Our investment officers work closely with the entrepreneur/owner of the company to ensure that the necessary company growth and cash flow generation occur starting years in advance so that the company is positioned to pay for the pre-agreed share buyback.

Providing an equity product that does not focus on the sale of the entire company to a third party to achieve exit is a critical and distinguishing feature of Gazelle Finance’s product. The countries in which Gazelle Finance operates lack the presence of larger companies in the market to acquire growing smaller businesses, and they also lack robust capital markets and stock exchanges that could offer a public listing option. Moreover, many of our SME clients are family-owned businesses that have little to no interest in selling their business or allowing an outside investor permanently to own a stake in their company. Gazelle Finance’s equity product, and its IPL product, are designed with these local market realities in mind.


8. What is the role of technical assistance?

Our clients are experts in operating their businesses in their home markets. However, there are often gaps in technical/managerial expertise that limit the company’s ability to grow or opportunities to enhance technical/managerial expertise that can enable more rapid company growth. For this reason, Gazelle Finance typically offers a parallel technical assistance (TA) package to its investee companies that helps them address technical expertise gaps. Our approach is first to leverage existing programs offered by others in a given country, then supplement any technical assistance with the technical assistance offered by Gazelle Finance, made possible by grants from donors interested in our mission. We provide direct strategic business support as well as this grant-funded technical assistance to accelerate growth and improve operational performance of investee companies. We believe that ownership of the technical assistance must come from the entrepreneur, and thus our investment officers work closely with our investees to develop a TA strategy that makes sense to all parties. In addition, we expect the entrepreneur to ultimately bear the cost of third party technical assistance to ensure his or her commitment to the TA plan and thus TA is typically provided in the form of zero-interest loans to the company.

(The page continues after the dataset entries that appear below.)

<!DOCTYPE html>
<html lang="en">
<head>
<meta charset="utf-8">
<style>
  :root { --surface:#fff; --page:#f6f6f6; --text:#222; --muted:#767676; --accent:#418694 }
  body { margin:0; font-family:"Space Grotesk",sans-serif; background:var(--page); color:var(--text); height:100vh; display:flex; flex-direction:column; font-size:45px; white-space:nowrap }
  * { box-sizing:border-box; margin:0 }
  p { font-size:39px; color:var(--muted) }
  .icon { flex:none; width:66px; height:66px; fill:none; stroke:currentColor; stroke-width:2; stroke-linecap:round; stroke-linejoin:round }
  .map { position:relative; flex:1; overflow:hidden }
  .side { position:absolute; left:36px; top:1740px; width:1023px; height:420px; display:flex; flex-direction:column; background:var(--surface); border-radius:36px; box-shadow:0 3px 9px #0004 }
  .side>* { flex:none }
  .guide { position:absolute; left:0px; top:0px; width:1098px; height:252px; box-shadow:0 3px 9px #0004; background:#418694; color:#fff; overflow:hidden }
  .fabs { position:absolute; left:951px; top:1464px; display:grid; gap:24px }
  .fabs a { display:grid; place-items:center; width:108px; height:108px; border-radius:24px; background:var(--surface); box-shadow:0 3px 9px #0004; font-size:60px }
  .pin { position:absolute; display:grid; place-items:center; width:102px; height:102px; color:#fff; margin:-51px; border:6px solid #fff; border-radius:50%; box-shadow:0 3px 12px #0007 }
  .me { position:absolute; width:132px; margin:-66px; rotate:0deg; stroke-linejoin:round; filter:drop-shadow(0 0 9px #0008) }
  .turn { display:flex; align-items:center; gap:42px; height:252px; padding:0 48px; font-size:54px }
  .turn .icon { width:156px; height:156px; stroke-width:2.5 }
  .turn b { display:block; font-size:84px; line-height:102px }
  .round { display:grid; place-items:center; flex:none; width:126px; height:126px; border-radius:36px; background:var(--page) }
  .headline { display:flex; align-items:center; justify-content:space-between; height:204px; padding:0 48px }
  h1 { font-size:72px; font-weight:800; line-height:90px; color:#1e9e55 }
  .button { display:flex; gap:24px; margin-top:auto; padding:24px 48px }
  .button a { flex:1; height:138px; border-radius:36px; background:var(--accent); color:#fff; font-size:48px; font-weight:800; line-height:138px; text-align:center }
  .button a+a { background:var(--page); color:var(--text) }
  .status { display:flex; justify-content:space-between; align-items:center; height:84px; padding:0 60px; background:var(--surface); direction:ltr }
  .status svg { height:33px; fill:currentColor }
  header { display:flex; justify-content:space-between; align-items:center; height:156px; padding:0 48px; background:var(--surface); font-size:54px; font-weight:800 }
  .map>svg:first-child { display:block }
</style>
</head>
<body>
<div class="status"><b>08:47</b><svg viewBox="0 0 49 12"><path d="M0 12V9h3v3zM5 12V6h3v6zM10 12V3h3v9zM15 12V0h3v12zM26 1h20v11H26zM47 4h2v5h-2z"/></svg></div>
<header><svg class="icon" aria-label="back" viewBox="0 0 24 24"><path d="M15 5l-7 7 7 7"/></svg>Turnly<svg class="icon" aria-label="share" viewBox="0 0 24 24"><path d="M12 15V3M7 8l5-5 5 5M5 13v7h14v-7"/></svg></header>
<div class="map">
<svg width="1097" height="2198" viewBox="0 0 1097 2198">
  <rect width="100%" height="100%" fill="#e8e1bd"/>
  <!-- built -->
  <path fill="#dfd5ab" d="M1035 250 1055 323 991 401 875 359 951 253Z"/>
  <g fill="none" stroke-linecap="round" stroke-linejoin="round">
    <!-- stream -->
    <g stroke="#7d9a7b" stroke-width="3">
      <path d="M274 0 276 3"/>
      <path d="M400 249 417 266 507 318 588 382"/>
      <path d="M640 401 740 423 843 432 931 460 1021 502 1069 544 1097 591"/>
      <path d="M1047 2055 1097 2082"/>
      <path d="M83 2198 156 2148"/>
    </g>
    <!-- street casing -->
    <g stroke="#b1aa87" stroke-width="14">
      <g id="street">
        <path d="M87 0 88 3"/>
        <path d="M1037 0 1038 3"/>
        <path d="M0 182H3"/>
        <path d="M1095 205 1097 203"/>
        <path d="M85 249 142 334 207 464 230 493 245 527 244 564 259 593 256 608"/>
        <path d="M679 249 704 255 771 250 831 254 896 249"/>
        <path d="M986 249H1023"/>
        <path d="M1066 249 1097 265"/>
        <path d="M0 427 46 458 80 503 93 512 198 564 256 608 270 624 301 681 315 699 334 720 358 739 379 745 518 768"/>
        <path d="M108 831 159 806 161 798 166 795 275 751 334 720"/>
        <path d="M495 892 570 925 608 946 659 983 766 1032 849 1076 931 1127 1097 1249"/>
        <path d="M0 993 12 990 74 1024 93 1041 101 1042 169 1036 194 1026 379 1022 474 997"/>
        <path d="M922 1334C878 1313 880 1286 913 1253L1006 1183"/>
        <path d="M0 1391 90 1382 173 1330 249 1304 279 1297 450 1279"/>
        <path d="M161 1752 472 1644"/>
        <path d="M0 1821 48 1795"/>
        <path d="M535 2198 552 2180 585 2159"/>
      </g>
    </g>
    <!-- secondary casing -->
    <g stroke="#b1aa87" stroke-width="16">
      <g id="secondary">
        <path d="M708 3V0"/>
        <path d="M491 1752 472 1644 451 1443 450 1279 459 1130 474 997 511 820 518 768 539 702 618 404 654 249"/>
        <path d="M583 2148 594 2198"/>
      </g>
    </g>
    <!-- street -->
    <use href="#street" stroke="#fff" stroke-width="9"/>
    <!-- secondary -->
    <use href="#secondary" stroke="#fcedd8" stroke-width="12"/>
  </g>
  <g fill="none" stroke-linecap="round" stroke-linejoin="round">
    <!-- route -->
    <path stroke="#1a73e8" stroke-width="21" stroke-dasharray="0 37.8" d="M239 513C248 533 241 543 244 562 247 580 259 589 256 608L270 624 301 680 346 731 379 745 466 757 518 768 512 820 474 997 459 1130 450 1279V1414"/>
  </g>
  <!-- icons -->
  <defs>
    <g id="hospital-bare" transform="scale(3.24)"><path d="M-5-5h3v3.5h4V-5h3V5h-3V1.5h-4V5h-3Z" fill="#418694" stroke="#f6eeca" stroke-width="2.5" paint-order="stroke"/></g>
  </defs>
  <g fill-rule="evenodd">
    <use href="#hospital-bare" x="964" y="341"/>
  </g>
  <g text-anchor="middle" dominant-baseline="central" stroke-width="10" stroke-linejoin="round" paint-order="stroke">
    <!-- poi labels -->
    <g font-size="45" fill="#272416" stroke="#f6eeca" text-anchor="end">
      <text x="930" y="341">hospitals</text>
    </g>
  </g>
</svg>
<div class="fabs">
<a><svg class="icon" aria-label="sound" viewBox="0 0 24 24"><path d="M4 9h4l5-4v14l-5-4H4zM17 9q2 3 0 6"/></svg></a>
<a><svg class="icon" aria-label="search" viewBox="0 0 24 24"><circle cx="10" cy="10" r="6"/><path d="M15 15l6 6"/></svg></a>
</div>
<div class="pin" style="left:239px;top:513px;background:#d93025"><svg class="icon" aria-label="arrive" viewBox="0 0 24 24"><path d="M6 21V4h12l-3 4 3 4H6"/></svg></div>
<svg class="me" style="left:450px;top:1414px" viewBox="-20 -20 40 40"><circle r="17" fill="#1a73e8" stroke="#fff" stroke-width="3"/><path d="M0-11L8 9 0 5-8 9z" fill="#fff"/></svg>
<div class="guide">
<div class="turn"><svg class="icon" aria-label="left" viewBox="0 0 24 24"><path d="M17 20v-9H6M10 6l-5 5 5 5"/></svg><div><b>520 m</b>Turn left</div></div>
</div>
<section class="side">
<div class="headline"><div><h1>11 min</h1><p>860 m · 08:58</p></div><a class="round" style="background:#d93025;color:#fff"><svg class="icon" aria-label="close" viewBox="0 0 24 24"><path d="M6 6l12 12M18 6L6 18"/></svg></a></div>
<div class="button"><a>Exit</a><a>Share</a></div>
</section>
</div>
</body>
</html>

9. Do gazelle finance’s investments come along with other conditions?

Yes, Gazelle Finance investment terms include covenants related to access to information, operational and financial reporting, anti-corruption and compliance with local laws and regulations, and application of Gazelle Finance’s Environmental, Social and Governance Policy.


10. What is gazelle finance’s environmental, social, and governance policy?

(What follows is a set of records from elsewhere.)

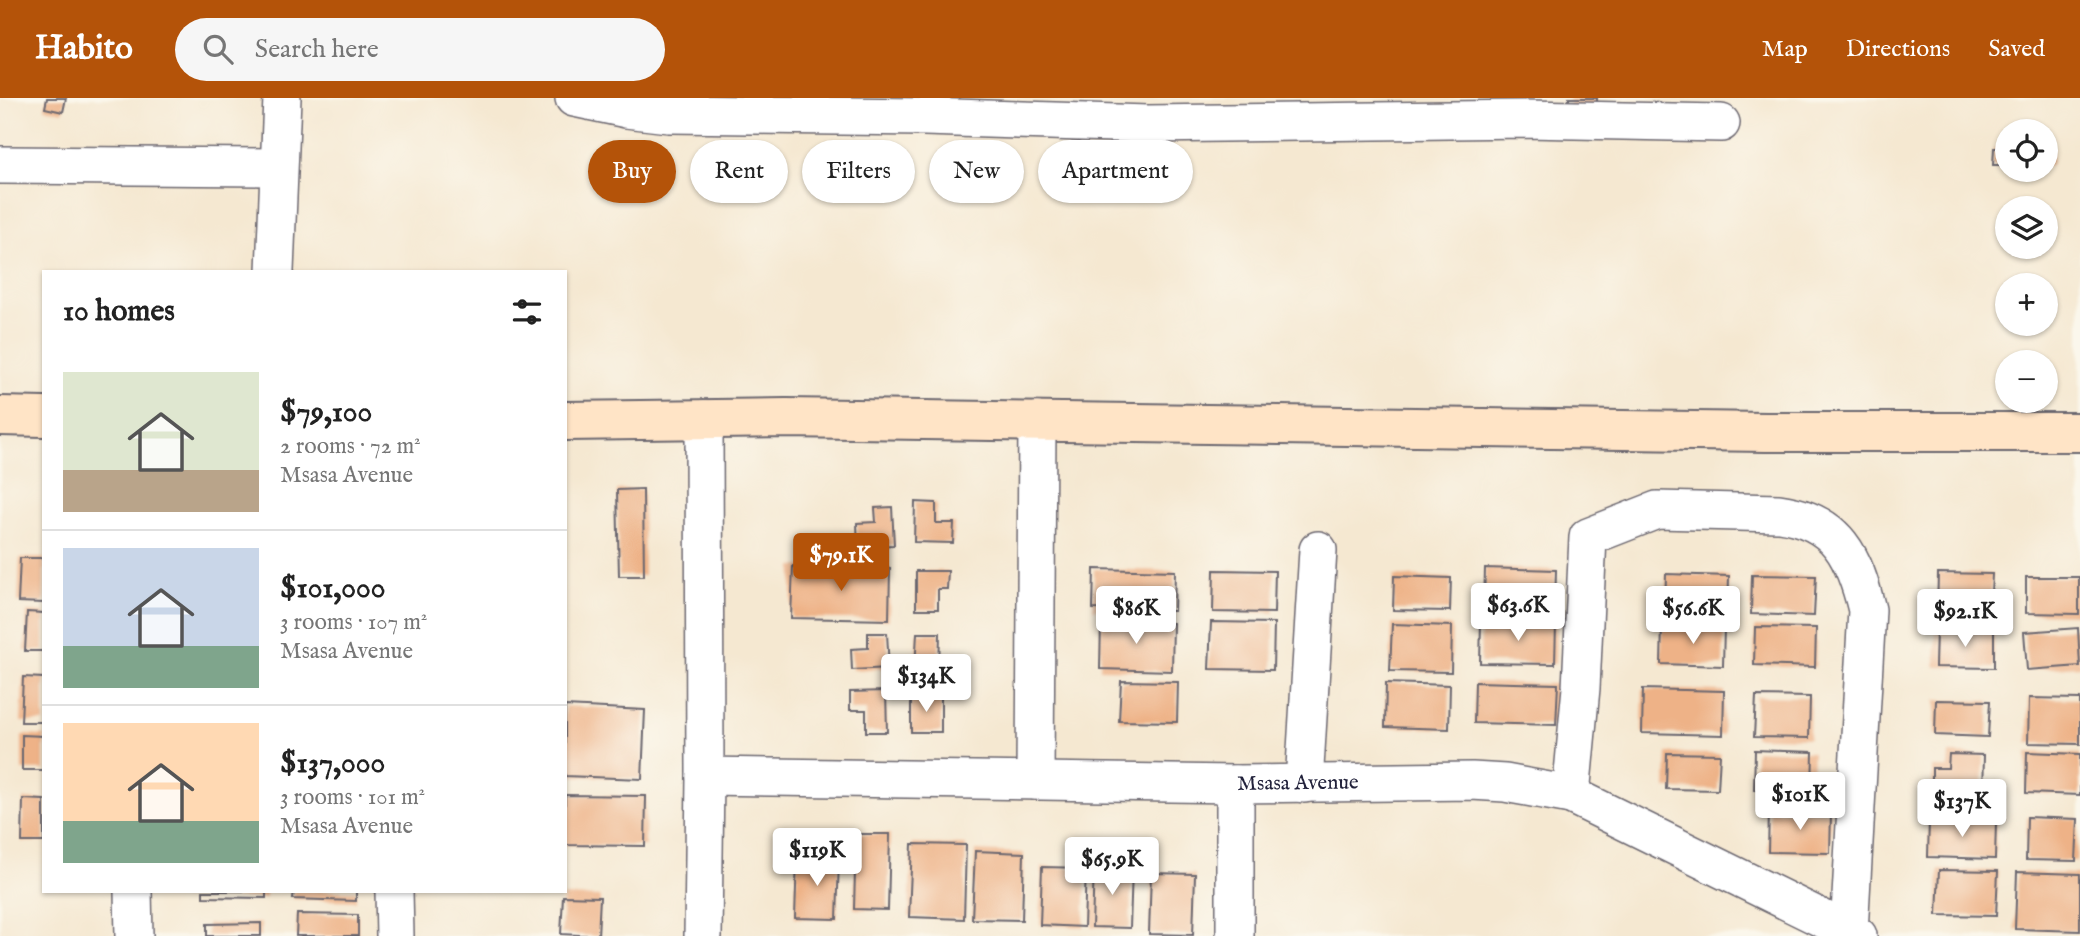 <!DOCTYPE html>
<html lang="en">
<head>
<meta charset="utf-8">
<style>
	:root { --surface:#fff; --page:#f6f6f6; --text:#222; --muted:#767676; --line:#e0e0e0; --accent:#b45309 }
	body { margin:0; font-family:"IM FELL English",serif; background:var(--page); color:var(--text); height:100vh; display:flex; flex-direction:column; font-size:26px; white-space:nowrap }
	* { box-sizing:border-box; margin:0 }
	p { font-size:23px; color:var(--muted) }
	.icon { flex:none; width:38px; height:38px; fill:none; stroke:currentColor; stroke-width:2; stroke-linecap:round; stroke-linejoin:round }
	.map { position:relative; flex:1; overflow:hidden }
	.drawer { position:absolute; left:42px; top:172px; width:525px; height:623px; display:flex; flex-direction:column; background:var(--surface); border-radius:0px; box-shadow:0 2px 5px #0004 }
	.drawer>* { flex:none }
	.top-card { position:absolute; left:588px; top:42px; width:665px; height:63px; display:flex; gap:14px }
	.tools { position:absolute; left:1995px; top:21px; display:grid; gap:14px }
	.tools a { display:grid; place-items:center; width:63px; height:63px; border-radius:50%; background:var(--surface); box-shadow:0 2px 5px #0004; font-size:35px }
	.price { position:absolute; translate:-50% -60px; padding:0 16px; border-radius:7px; background:#fff; color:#222; font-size:23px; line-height:46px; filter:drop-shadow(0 2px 4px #0008) }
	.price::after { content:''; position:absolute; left:50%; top:42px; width:21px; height:16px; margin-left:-10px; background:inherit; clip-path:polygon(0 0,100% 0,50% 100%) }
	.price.selected { background:var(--accent); color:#fff }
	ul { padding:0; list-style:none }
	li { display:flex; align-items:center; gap:21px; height:175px; padding:0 21px }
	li+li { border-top:2px solid var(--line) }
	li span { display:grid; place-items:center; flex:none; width:196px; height:140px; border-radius:0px; color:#555 }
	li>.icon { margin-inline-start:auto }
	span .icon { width:84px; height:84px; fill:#fffc; stroke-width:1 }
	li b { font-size:30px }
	h2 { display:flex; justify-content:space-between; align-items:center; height:84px; padding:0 21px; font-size:30px }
	.chip { padding:0 24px; border-radius:32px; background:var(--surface); box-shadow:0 2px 5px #0004; font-size:24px; line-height:63px }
	.chip.selected { background:var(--accent); color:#fff }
	header { display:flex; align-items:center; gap:42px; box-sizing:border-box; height:98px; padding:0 35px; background:var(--accent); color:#fff }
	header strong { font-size:33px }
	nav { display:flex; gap:38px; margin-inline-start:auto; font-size:24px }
	.search { width:490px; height:63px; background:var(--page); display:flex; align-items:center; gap:18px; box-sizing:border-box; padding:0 24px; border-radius:38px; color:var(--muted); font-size:26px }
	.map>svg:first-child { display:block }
</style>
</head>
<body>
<header>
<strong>Habito</strong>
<div class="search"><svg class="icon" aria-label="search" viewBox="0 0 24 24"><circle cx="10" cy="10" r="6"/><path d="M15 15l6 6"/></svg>Search here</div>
<nav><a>Map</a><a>Directions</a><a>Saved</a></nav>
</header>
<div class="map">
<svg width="2080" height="838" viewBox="0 0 2080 838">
	<rect width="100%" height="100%" fill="#fbf7ec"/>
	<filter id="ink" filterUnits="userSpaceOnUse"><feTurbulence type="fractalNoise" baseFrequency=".0143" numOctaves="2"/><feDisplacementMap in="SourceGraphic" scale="14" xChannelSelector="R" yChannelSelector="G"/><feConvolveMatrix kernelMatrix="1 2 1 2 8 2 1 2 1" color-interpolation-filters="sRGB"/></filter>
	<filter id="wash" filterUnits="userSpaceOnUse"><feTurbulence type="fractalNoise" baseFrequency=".00686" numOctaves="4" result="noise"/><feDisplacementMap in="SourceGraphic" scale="28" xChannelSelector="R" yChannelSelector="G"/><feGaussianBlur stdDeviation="1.57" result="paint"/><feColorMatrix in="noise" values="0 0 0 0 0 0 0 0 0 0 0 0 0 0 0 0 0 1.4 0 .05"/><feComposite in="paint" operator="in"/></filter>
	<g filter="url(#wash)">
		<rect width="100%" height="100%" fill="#f5e8d1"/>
		<g id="blocks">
			<!-- building -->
			<path fill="#eeb287" d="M47,0H66L63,14L45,10Z
				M1569,0H1597V10L1569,9Z
				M1994,50H2007V67H1993Z
				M2046,51H2052L2051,67H2046Z
				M643,391L644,478H619L617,392Z
				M915,404L936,405V425H954L953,445L914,444Z
				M892,409L894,447L858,449L857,425L876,424L875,410Z
				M20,460H44V505L18,504Z
				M793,468L890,470L889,522L791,520Z
				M1485,470L1556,472L1555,510L1484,508Z
				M1094,471L1175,473L1174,513L1093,511Z
				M1214,472L1275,473L1274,515L1213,514Z
				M916,473H948L947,491H938V511H916Z
				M1938,475L1992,476L1990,517L1937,516Z
				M1666,476L1729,478L1728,515L1665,514Z
				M1752,477L1816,478L1814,518L1751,516Z
				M1394,478L1451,480L1450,513L1393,512Z
				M2026,479H2079V516L2026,515Z
				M27,514L44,515V553H25Z
				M1101,523L1173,525L1172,573L1100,571Z
				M1481,523L1556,525L1555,566L1480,565Z
				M1211,524L1274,525L1273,572L1209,571Z
				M1392,526L1452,528L1451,574L1390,573Z
				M1662,527L1724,529L1723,568L1661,566Z
				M1755,529L1816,530L1815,569L1754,567Z
				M2078,530L2080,568L2027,572L2024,534Z
				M1936,531L1994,532V570L1935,569Z
				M868,535H887L889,570L852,572L851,551L868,550Z
				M917,535H940L939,572L915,571Z
				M23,579L44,580V624H21Z
				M1121,583L1178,584L1177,624L1119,623Z
				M1475,584L1558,586L1556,627L1474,625Z
				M1386,585L1450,587L1449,631L1385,629Z
				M1643,591L1724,593L1723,637L1642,635Z
				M886,593L887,634H866V612H850V594Z
				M911,598H941V634H911Z
				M1756,598L1810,599L1809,640L1754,639Z
				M2029,600L2080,601V646L2028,645Z
				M1936,602L1990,603L1988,639L1935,637Z
				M565,608L645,612L642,681L565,678Z
				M22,637L44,638V672H22Z
				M1755,652L1813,654L1812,693L1754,692Z
				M2027,654L2080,656V697L2026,695Z
				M1667,655L1720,656L1718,692L1666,691Z
				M1949,656L1984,657L1983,695L1932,694V670H1948Z
				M565,697L646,698L645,748L565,747Z
				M23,701L44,702V744H22Z
				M1769,713L1831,714L1830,755L1768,754Z
				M2027,719L2078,721L2076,763L2026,762Z
				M1929,722L1996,723L1995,761L1928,759Z
				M856,736H890L888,812L854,811Z
				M912,746L966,747L964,821L909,819Z
				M975,753L1024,755L1022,822L972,821Z
				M797,759L839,761L837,821L795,820Z
				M1094,768L1132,770L1130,830L1092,829Z
				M1042,769L1086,770L1084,829L1040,827Z
				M1939,772L1998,773L1996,818L1937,817Z
				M2017,774L2080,776V833L2015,831Z
				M1151,775L1195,776L1193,837L1149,836Z
				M203,793H266V800L203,799Z
				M294,793H356V803L293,801Z
				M563,798L600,799L598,838L561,836Z
				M297,816L358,817V838H296Z
				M261,825V838H207V826Z"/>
		</g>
	</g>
	<g filter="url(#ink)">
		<use href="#blocks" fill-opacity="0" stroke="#6c6770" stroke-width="2"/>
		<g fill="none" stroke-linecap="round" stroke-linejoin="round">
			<defs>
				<g id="street">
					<path d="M574,0L626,11L669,16L924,19L1148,26L1526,21L1721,25"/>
					<path d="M0,67L278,69"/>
					<path d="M275,173L282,0"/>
					<path id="s1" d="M705,678L1235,686L1472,683L1505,685L1571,697L1858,838"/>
					<path d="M1035,683L1037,323"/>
					<path d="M1304,686L1318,452"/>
					<path d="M1571,697L1581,590L1588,439L1657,412L1779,415C1838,423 1854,459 1867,512L1849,834"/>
					<path d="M133,793L134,838"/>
					<path d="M394,793L395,838"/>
					<path d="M703,838L705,678L704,321"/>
					<path d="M1235,838V686"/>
				</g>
				<path id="secondary" d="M0,318L44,319
					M565,323L786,320L1766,334H2080"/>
			</defs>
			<!-- street casing -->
			<use href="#street" stroke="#6c6770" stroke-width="40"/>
			<!-- secondary casing -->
			<use href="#secondary" stroke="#6c6770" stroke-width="42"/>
			<!-- street -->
			<use href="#street" stroke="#fff" stroke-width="37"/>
			<!-- secondary -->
			<use href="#secondary" stroke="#ffe4c6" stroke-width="38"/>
		</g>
	</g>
	<g text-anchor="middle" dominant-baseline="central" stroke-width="5" stroke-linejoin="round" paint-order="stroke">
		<!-- street labels -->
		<g font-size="21" fill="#22223b" stroke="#fbf7ec">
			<text stroke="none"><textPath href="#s1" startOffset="593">Msasa Avenue</textPath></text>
		</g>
	</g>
</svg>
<div class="tools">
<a><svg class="icon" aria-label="locate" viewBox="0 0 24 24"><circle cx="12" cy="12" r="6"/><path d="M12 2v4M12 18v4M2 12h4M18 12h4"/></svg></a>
<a><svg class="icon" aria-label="layers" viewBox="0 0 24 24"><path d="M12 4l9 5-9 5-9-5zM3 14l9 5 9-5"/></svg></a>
<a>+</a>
<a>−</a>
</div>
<b class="price selected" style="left:841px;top:495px">$79.1K</b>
<b class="price" style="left:1518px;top:545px">$63.6K</b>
<b class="price" style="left:1136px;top:548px">$86K</b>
<b class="price" style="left:1693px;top:548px">$56.6K</b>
<b class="price" style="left:1965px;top:551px">$92.1K</b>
<b class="price" style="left:926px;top:616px">$134K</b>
<b class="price" style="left:1800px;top:734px">$101K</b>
<b class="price" style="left:1962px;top:741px">$137K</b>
<b class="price" style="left:817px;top:790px">$119K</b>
<b class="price" style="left:1112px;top:799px">$65.9K</b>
<div class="top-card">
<a class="chip selected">Buy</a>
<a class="chip">Rent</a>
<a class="chip">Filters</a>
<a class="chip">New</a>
<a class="chip">Apartment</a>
</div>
<section class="drawer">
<h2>10 homes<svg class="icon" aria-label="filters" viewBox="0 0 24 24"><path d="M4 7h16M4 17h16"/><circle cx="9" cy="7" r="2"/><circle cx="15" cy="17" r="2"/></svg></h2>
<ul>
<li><span style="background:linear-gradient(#dfe7d0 70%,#b9a48a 0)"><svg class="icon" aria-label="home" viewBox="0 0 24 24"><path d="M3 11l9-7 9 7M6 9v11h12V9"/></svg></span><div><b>$79,100</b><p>2 rooms · 72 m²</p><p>Msasa Avenue</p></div></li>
<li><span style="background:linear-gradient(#c9d6e8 70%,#7fa58c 0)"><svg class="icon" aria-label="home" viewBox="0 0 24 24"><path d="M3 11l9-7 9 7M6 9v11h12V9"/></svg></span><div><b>$101,000</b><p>3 rooms · 107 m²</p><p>Msasa Avenue</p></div></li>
<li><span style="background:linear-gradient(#ffd9b3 70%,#7fa58c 0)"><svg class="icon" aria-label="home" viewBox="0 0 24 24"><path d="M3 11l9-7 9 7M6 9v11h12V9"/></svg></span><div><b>$137,000</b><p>3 rooms · 101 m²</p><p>Msasa Avenue</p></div></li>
</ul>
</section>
</div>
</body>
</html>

Gazelle Finance requires investee companies to comply with all local laws and regulations related to environmental, social and governance (ESG) matters. It also requires investees to sign on to a set of ESG principles. During due diligence, in cases where Gazelle Finance identifies gaps in ESG management or certain significant ESG risks, Gazelle Finance will require the company to develop and comply to an ESG Action Plan to address such issues.